Ils l’ont trop adoré pour le brûler aujourd’hui. Ils vont devoir inventer des choses improbables pour l’effacer de leurs cœurs. Condamnés à toutes les apostasies. Ils vont serrer les poings et les dents à chaque fois que Messi foulera la pelouse avec nos couleurs. C’est très certainement idiot et un peu mesquin mais cette idée m’enchante. Sur Facebook, un sudiste poste un article de presse à l’époque où Diego avait failli venir à l’OM. Voilà. Ils vont revendiquer des fantômes, des fantasmes pendant que nous, nous applaudirons de la chair et du sang. Du concret. Notre Histoire. Leurs frustrations. Bien sûr, nos plus fervents détracteurs pointent du doigt l’argent du Qatar, trop arabe pour être honnête. L’idiot utile Juan Branco menace d’un procès le PSG. Ils en sont déjà là. Ils s’agitent dans leur propre vide.
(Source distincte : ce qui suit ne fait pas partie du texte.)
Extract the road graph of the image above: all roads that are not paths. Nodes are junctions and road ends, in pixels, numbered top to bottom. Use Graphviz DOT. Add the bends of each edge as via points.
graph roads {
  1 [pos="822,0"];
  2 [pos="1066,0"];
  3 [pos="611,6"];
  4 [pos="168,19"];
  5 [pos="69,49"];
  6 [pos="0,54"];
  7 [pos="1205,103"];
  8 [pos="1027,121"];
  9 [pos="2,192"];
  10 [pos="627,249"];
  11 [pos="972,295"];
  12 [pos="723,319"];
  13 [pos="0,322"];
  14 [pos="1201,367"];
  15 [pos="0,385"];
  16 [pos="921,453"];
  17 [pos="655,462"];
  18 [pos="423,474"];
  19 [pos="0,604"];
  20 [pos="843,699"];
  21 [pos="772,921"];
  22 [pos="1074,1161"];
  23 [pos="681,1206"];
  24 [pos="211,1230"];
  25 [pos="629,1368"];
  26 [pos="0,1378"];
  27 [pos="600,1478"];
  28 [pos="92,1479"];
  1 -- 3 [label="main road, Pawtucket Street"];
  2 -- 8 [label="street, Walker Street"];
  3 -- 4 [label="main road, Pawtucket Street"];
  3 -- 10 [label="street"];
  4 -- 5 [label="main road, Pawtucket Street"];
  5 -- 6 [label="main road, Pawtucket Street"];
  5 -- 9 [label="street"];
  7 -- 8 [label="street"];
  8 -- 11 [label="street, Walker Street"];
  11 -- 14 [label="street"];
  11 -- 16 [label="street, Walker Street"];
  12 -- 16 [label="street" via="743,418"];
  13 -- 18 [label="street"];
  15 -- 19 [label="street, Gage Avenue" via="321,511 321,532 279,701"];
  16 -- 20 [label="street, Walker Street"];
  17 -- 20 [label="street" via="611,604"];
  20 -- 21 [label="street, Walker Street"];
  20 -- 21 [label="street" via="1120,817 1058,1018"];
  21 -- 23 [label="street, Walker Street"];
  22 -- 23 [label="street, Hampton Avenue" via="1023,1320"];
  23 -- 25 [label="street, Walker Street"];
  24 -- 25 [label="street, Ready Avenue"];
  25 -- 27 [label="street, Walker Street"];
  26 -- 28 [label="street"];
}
« Le football n’est pas du tennis »

Ici, c’est Paris. Avec Messi. Enragez, trépignez, ironisez, priez, maudissez. Il est trop tard. Je ne suis pas complètement aveuglé. Évidemment que seuls le PSG et City pouvaient s’offrir la star qui s’habille encore au rayon enfant. Mais est-ce la faute du Prince et de Nasser si le Barça affiche le même déficit qu’un pays africain dans un SAS ? Maradona, Ronnie, Ibra, Iniesta, Xavi, elle est longue la liste de tous les joueurs emblématiques partis du Barça sans fête d’adieu ni diplôme d’honneur. Barcelone est un moraliste sans morale. Il est enfin puni. Et comme il faut. Neymar puis Messi. Double peine (et tration). La remontada est officiellement enterrée (en fait, elle l’était déjà. Les récents et répétitifs échecs du Barça en LDC contre Liverpool, la Roma, Bayern, ou Paris, je continue ?, le démontrent impitoyablement).
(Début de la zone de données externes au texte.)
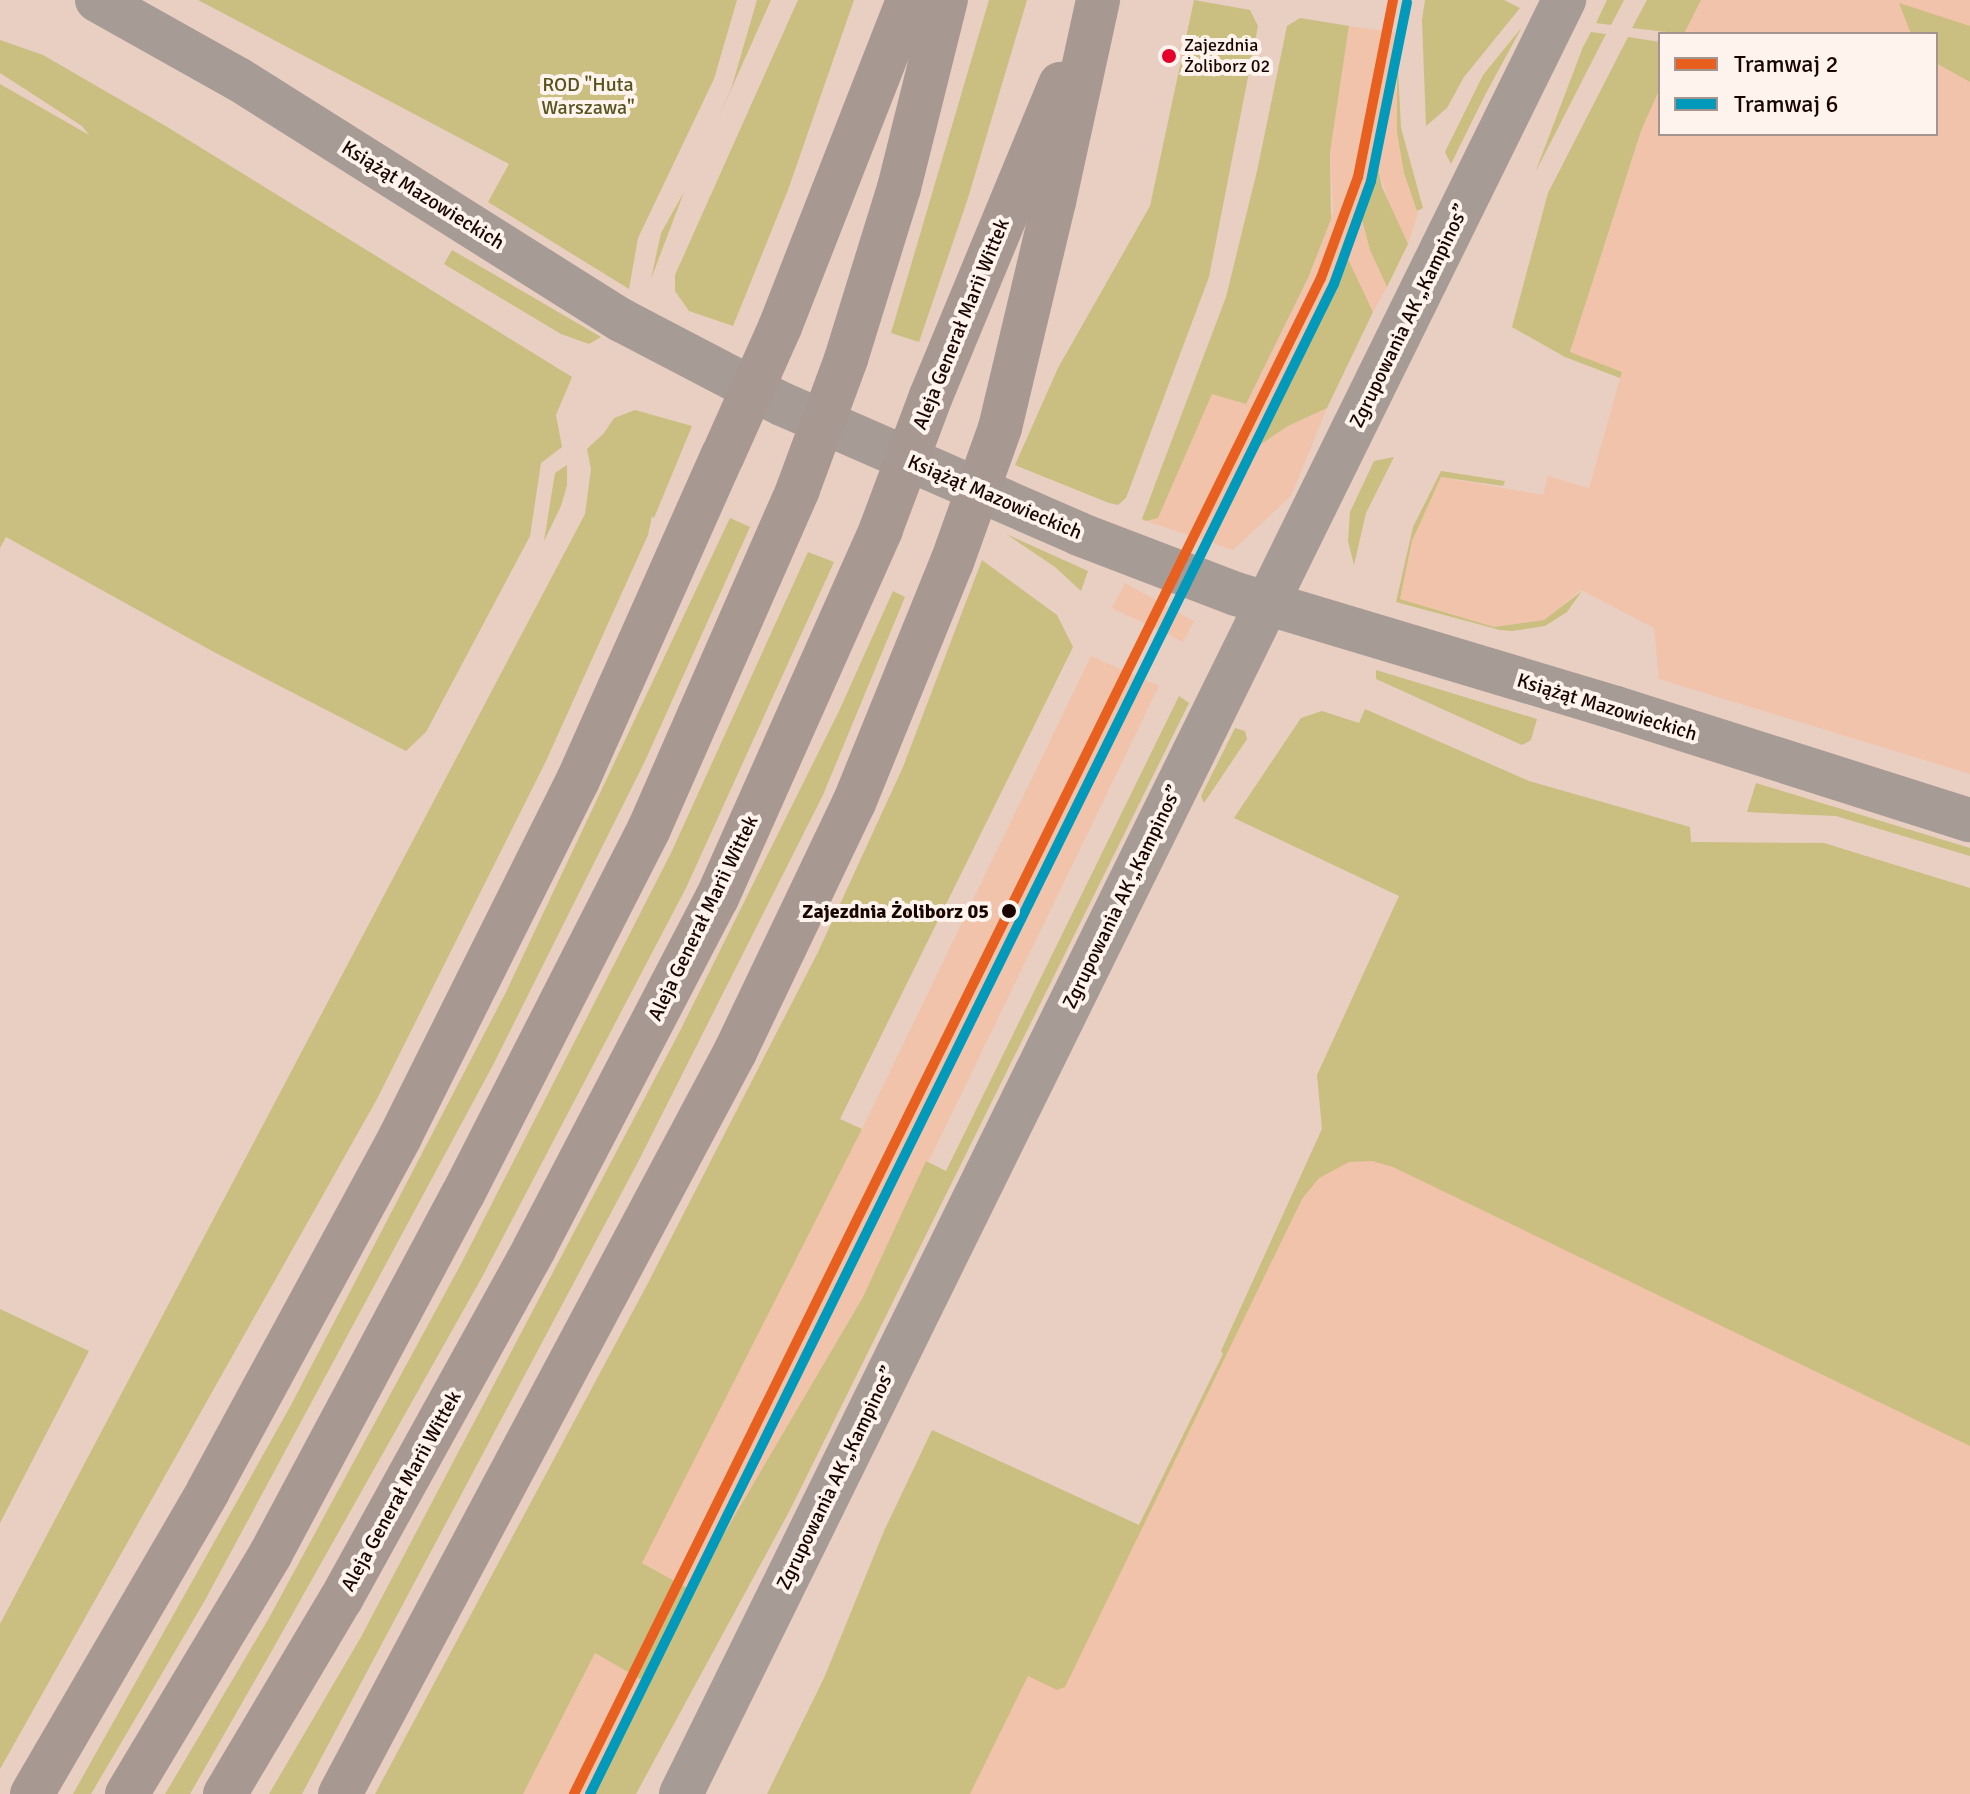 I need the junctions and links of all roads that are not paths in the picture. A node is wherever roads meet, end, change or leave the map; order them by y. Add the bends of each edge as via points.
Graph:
1 (97, 0) edge
2 (908, 0) edge
3 (946, 0) edge
4 (1096, 0) edge
5 (1564, 0) edge
6 (1268, 605) junction
7 (1970, 820) edge
8 (32, 1794) edge
9 (127, 1794) edge
10 (225, 1794) edge
11 (340, 1794) edge
12 (681, 1794) edge

1 - 6 street, Książąt Mazowieckich via 238,79 621,320 782,404 1104,544
2 - 8 main road, bridge via 780,327 578,780 400,1137 208,1491
3 - 9 main road, bridge via 899,188 846,359 798,489 649,829 463,1194 270,1555
4 - 10 main road, Aleja Generał Marii Wittek, bridge via 881,529 717,898 526,1263 341,1599
4 - 11 main road, bridge via 1000,428 854,803 735,1052
5 - 6 street, Zgrupowania AK „Kampinos”
6 - 7 street, Książąt Mazowieckich
6 - 12 street, Zgrupowania AK „Kampinos”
Les arbitres vont même peut-être désormais avantager le PSG. Allez savoir. Messi est à Paris. L’impossible n’existe plus. Oui, le meilleur joueur de football en activité (voire de toute l’histoire pour les plus exaltés) est parisien et je ne peux que m’en réjouir. Mais cette signature comme tombée des Cieux doit-elle pour autant faire de moi un fan hystérique et sans passé, sans recul ? Quand je vois l’excitation des supporters au Bourget ou devant le Parc… le football n’est pas du tennis. Une idole ne garantit aucun titre. Et pourtant, aux micros des journalistes, les « cette fois, avec Messi, la LDC, c’est pour nous ! » pleuvent. Quelle naïveté… Dois-je simplement me prosterner ?
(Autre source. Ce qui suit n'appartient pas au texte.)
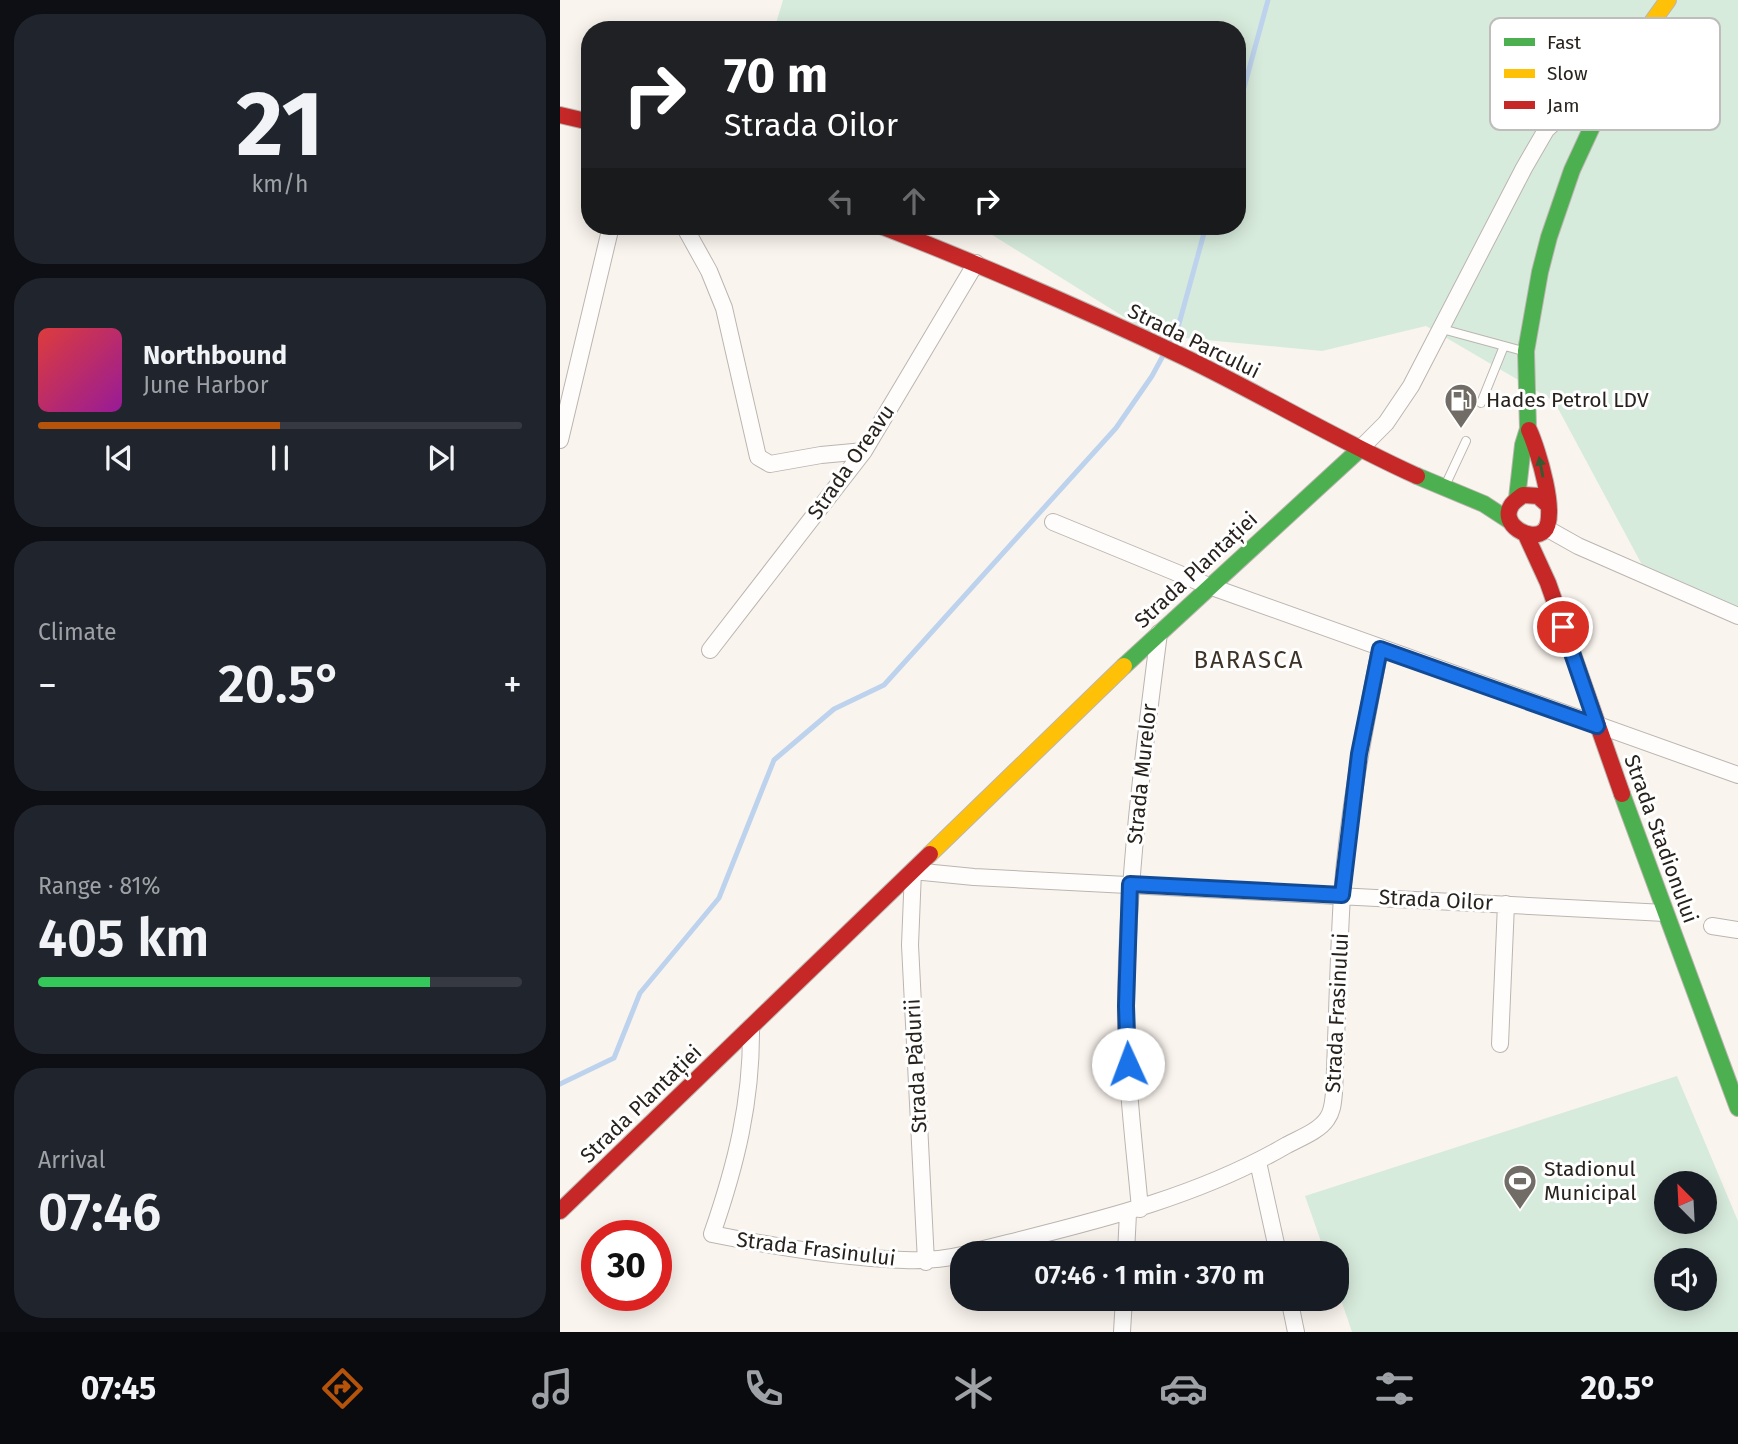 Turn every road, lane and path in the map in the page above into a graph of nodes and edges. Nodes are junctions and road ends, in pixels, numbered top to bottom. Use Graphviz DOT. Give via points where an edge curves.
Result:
graph roads {
  1 [pos="1668,0"];
  2 [pos="1655,18"];
  3 [pos="560,115"];
  4 [pos="581,120"];
  5 [pos="1546,130"];
  6 [pos="1589,130"];
  7 [pos="609,235"];
  8 [pos="689,235"];
  9 [pos="904,235"];
  10 [pos="976,263"];
  11 [pos="1442,329"];
  12 [pos="1504,346"];
  13 [pos="1526,351"];
  14 [pos="1481,403"];
  15 [pos="1528,429"];
  16 [pos="560,440"];
  17 [pos="1466,440"];
  18 [pos="1359,450"];
  19 [pos="864,451"];
  20 [pos="1444,488"];
  21 [pos="1515,500"];
  22 [pos="1484,503"];
  23 [pos="1548,505"];
  24 [pos="1510,521"];
  25 [pos="1053,522"];
  26 [pos="1544,530"];
  27 [pos="1526,535"];
  28 [pos="1548,583"];
  29 [pos="1209,586"];
  30 [pos="1738,616"];
  31 [pos="1159,634"];
  32 [pos="1380,649"];
  33 [pos="710,650"];
  34 [pos="1597,726"];
  35 [pos="1738,775"];
  36 [pos="913,871"];
  37 [pos="1130,884"];
  38 [pos="1342,895"];
  39 [pos="1506,904"];
  40 [pos="1665,913"];
  41 [pos="1712,926"];
  42 [pos="1738,930"];
  43 [pos="751,1027"];
  44 [pos="1500,1044"];
  45 [pos="1738,1108"];
  46 [pos="1258,1162"];
  47 [pos="560,1211"];
  48 [pos="1134,1211"];
  49 [pos="1015,1241"];
  50 [pos="1128,1241"];
  51 [pos="1275,1241"];
  52 [pos="950,1257"];
  53 [pos="926,1262"];
  54 [pos="1123,1311"];
  55 [pos="1292,1311"];
  56 [pos="1122,1332"];
  57 [pos="1296,1332"];
  1 -- 2 [label="main road"];
  3 -- 4 [label="main road"];
  5 -- 11 [label="street, Strada Plantației"];
  6 -- 13 [label="main road" via="1549,237"];
  7 -- 16 [label="street"];
  8 -- 19 [label="street" via="724,308 758,457 770,464"];
  9 -- 10 [label="main road, Strada Parcului"];
  10 -- 18 [label="main road, Strada Parcului" via="1186,358"];
  10 -- 19 [label="street, Strada Oreavu"];
  11 -- 12 [label="lane"];
  11 -- 18 [label="street, Strada Plantației" via="1386,423"];
  12 -- 13 [label="lane"];
  12 -- 14 [label="lane"];
  13 -- 15 [label="main road"];
  15 -- 21 [label="main road"];
  23 -- 15 [label="main road, one-way" via="1536,444"];
  17 -- 20 [label="lane"];
  18 -- 20 [label="main road, Strada Parcului"];
  18 -- 29 [label="main road, Strada Plantației"];
  19 -- 33 [label="street, Strada Oreavu"];
  20 -- 22 [label="main road, Strada Parcului"];
  21 -- 22 [label="main road, Strada Parcului"];
  21 -- 23 [label="main road" via="1533,494"];
  21 -- 24 [label="main road"];
  22 -- 24 [label="main road, Strada Parcului"];
  23 -- 26 [label="main road" via="1550,520"];
  24 -- 27 [label="main road"];
  25 -- 29 [label="street"];
  26 -- 27 [label="main road"];
  26 -- 28 [label="main road, Strada Stadionului"];
  26 -- 30 [label="street"];
  27 -- 28 [label="main road, Strada Stadionului"];
  28 -- 34 [label="main road, Strada Stadionului"];
  29 -- 31 [label="main road, Strada Plantației"];
  29 -- 32 [label="street"];
  31 -- 36 [label="main road, Strada Plantației"];
  31 -- 37 [label="street, Strada Murelor"];
  32 -- 34 [label="street"];
  32 -- 38 [label="street, Strada Frasinului" via="1359,754"];
  34 -- 35 [label="street"];
  34 -- 40 [label="main road, Strada Stadionului"];
  36 -- 37 [label="street, Strada Oilor"];
  36 -- 43 [label="main road, Strada Plantației"];
  36 -- 53 [label="street, Strada Pădurii" via="910,945"];
  37 -- 38 [label="street, Strada Oilor"];
  37 -- 48 [label="street, Strada Murelor" via="1126,1045"];
  38 -- 39 [label="street, Strada Oilor"];
  38 -- 46 [label="street, Strada Frasinului" via="1331,1112 1314,1129"];
  39 -- 40 [label="street, Strada Oilor"];
  39 -- 44 [label="street"];
  40 -- 45 [label="main road, Strada Stadionului"];
  41 -- 42 [label="street"];
  43 -- 47 [label="main road, Strada Plantației"];
  43 -- 53 [label="street, Strada Frasinului" via="750,1088 730,1180 712,1234 809,1252"];
  46 -- 48 [label="street, Strada Frasinului"];
  46 -- 51 [label="street"];
  48 -- 49 [label="street, Strada Frasinului"];
  48 -- 50 [label="street, Strada Murelor"];
  52 -- 53 [label="street, Strada Frasinului"];
  54 -- 56 [label="street"];
  55 -- 57 [label="street"];
}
L’arrivée de Messi impose plusieurs visions de notre futur. Elles ne sont pas toutes féeriques. Que va devenir Angel par exemple ? « On s’en fout, on a Messi » ne suffira pas à me rassurer. Et cette phrase inédite et trop facile, on risque de l’entendre tout le temps. Messi va devenir ce couteau-suisse, cette formule magique, ce pass sanitaire VIP… ll n’a plus 25 piges non plus. Il faudra savoir exister sans lui parfois. Et donc construire une équipe qui saura jouer sans lui. Il faudra… il y a aussi le cas Icardi. Va-t-il devoir offrir sa femme à Lionel pour effacer l’affaire Maxi Lopez ?

Messi est un joueur collectif qui arrive dans un collectif qui n’en a jamais été vraiment un. Messi est un joueur qui défend peu, pour ne pas dire jamais. Avec Neymar et Mbappé, ça commence à faire beaucoup… et au milieu, Messi va-t-il exiger que son pote Paredes soit titulaire ? Peut-être pas. Comment Mbappé va gérer tout ça ? Il ne peut que jubiler techniquement parlant. Mais il sait aussi que Messi va lui faire de l’ombre. Il devra faire avec. Et Neymar, le meilleur ami ? Qui avait quitté le Barça pour gratter son ballon d’or loin de Lionel ? De retrouver son pote, est-ce que ça va l’aider à être plus performant, moins seul à l’heure des décisions cruciales sur le terrain ? Celui que je plains le plus dans cette nouvelle aventure, c’est sans le moindre doute Pochettino. Le casse-tête ! Survivra-t-il à ce concours de teubs intergalactique ? Il ne manquerait plus que Zidane le remplace cet hiver… les Phocéens ne s’en remettraient pas.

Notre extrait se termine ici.